# new motobecane?



## jmio (Aug 19, 2008)

I was looking in the new bicycling mag and saw that BD has an orange motobecane road bike, looks to have new dura ace with ksyrium rims??? does anyone know about this?


----------



## sometimerider (Sep 21, 2007)

The only orange model I know of is the Sprint - but that one is not new, is mostly Ultegra, and has Vuelta wheels.

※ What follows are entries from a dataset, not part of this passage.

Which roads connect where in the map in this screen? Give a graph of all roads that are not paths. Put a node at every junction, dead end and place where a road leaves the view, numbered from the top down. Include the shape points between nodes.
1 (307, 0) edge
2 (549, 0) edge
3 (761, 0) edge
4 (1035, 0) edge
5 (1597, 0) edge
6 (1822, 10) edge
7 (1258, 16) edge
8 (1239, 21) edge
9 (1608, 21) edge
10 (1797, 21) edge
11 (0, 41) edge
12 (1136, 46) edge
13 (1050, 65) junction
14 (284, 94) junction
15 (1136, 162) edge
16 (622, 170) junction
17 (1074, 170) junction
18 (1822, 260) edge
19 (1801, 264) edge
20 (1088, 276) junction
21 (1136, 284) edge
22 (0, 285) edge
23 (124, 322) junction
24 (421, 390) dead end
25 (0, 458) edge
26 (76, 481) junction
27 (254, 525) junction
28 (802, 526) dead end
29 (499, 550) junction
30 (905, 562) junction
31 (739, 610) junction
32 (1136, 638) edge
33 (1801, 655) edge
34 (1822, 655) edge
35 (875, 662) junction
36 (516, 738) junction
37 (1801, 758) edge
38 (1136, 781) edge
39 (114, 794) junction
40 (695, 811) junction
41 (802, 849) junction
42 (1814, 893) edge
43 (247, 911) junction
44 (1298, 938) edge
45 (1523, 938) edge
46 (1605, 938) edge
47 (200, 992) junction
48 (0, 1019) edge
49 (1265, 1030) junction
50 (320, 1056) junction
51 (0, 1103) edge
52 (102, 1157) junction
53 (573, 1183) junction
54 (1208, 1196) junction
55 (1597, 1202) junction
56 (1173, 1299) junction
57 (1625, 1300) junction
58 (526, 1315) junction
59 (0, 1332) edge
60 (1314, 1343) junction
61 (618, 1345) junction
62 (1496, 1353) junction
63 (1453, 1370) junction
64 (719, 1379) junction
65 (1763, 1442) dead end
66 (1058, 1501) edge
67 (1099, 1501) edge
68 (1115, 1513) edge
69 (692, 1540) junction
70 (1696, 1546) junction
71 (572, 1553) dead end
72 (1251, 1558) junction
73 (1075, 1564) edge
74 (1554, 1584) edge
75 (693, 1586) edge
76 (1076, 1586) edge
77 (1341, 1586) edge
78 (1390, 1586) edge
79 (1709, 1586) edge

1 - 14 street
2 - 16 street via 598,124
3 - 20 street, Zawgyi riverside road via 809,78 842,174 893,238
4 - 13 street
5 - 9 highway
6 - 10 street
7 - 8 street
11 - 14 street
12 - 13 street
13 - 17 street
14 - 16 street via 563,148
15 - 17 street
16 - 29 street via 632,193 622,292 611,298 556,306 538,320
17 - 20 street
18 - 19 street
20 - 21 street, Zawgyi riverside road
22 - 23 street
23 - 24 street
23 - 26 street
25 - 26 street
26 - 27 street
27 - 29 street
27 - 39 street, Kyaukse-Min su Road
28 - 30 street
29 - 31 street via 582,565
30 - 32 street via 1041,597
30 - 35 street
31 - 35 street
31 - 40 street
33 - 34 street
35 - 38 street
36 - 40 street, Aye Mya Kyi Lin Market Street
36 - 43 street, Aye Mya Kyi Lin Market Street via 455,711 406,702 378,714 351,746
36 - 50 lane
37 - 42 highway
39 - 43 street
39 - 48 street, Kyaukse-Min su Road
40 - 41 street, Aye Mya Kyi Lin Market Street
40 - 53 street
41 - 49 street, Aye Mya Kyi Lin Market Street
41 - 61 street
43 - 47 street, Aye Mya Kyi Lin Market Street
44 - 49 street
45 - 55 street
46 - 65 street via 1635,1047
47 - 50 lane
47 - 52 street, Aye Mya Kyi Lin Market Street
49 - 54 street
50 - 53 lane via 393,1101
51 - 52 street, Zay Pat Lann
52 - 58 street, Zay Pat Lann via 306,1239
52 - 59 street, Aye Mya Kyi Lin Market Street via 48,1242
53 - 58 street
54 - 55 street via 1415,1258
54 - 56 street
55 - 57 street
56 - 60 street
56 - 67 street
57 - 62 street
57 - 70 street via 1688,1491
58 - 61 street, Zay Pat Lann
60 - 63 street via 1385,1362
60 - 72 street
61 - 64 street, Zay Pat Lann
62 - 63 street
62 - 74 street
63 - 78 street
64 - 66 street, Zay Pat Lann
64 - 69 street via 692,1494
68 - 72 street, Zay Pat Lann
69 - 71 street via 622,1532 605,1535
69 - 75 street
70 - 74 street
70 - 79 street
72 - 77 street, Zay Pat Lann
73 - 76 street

(Bikesdirect also has the copper Kestrel Talon TT bike - it has DA shifters, but Ritchey wheels.)


----------



## jmio (Aug 19, 2008)

nah, I'm looking at the ad right now, it says, "motobecane USA immortal team 15.9 lbs* 2.7 full carbon monocoque fram/fork shimano dura ace 7900 20sp, ritchey WCS kit Ritchey seat post, mavic ksyrium wheelset, kevlar tires, LIST 5595$ (2799$ factory direct) 


this sounds like a winning combo for me, I've held off getting an immortal team but this color plus the good stuff it has on it sounds good.


----------



## orangeclymer (Aug 18, 2009)

motobecane has a 2010 Le Champion CF thats org/wht but with the new ultegra 6700 group. I'm on the list for one from their next shipment in Nov.


----------